Indy Racing League IndyCar Series
- Years active: 1996–2000
- Teams: Project Indy Byrd-Cunningham Racing Hemelgarn Racing
- Starts: 15
- Wins: 0
- Poles: 0
- Fastest laps: 0
- Best finish: 24th in 1996–1997

Previous series
- 1993–1994: CART

= Johnny Unser =

American racing driver (born 1958)

Johnny Unser (born October 22, 1958) is an American former race car driver. He is the son of open wheel driver Jerry Unser Jr., cousin of Al Unser Jr. and Robby Unser, nephew of Al Unser and Bobby Unser, and first cousin once removed of Alfred Unser.

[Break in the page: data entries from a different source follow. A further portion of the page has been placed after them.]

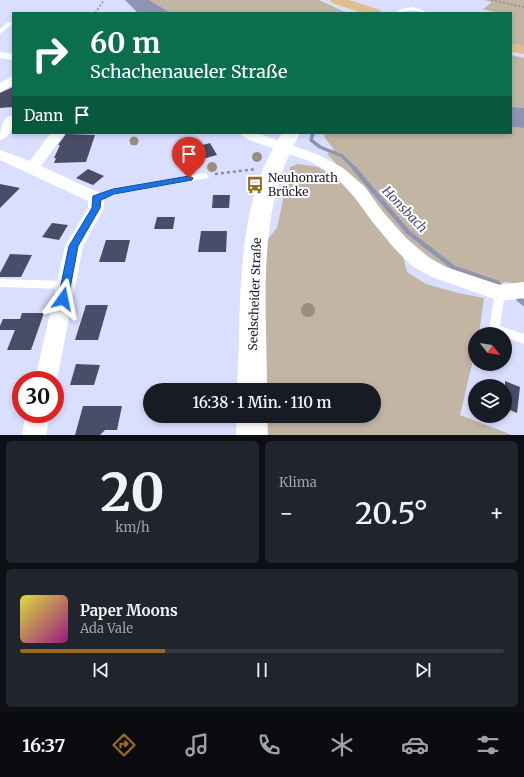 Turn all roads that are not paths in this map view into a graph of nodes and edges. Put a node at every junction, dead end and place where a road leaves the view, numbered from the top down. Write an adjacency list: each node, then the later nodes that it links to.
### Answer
1 (336, 0): 2 (main road)
2 (372, 12)
3 (398, 12): 4 (lane)
4 (423, 12)
5 (10, 23): 6 (lane)
6 (2, 30)
7 (512, 48): 8 (main road)
8 (524, 50)
9 (0, 55): 10 (street)
10 (12, 57)
11 (12, 81): 12 (street)
12 (0, 88)
13 (12, 120): 16 (street)
14 (57, 134): 19 (street)
15 (248, 134): 17 (street)
16 (0, 136)
17 (283, 149): 25 (street); 30 (street, Seelscheider Straße)
18 (0, 154): 19 (street)
19 (33, 167): 21 (street)
20 (205, 176): 21 (lane)
21 (96, 198): 23 (street)
22 (0, 283): 23 (lane)
23 (66, 285): 29 (street)
24 (524, 290): 25 (street)
25 (500, 293): 26 (lane)
26 (496, 327)
27 (512, 336): 28 (lane)
28 (524, 339)
29 (48, 371)
30 (252, 383)
31 (36, 423): 33 (street)
32 (252, 423): 34 (street)
33 (34, 435)
34 (252, 435) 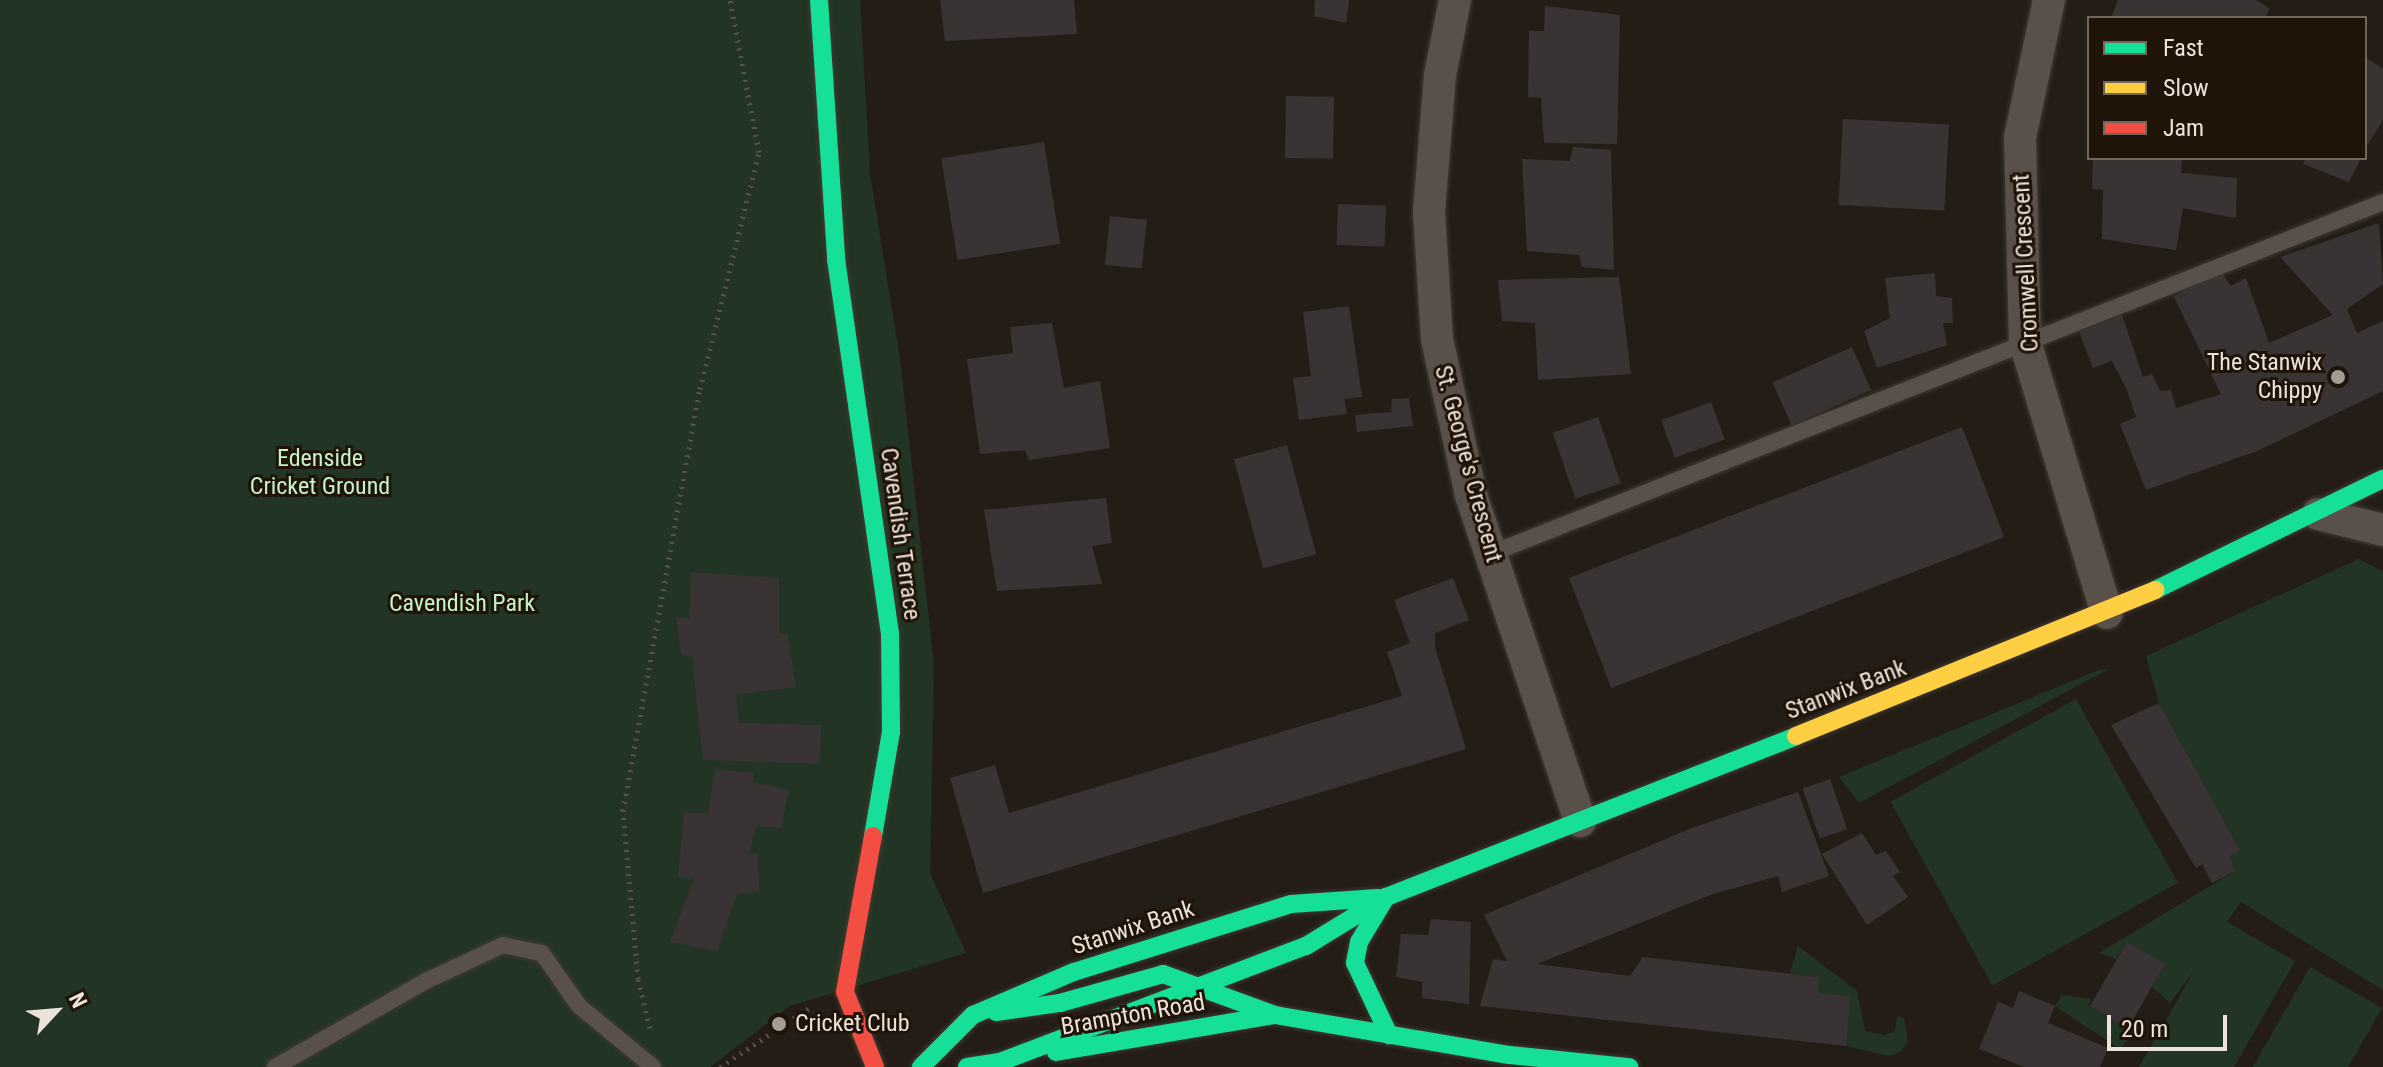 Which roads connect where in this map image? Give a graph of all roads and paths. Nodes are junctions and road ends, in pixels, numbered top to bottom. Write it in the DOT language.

Unser's father, Jerry, died in a racing accident when Unser was seven months old. He made five starts in CART in 1993 and 1994 with a best result of fifteenth. He joined the Indy Racing League in its inaugural 1996 season, but had a transmission failure during the pace lap of what would've been his first Indianapolis 500 and was not credited with completing any laps. In 1997, he made his first start in the Indy 500 starting in the 35th position after League and Speedway owner Tony George added his and Lyn St. James' car to the field because slower cars than theirs were guaranteed starting positions because of prior races. He went on to finish eighteenth, his best "500" result in five starts. Unser drove the majority of his IRL races for Hemelgarn Racing and in his fourteen career IRL starts he had a best finish of ninth in his first series start in 1996 at Phoenix International Raceway. His last major open wheel race was the 2000 Indy 500.

On January 14, 2008, Unser was named as the race director for the 2008 Champ Car Atlantic Championship.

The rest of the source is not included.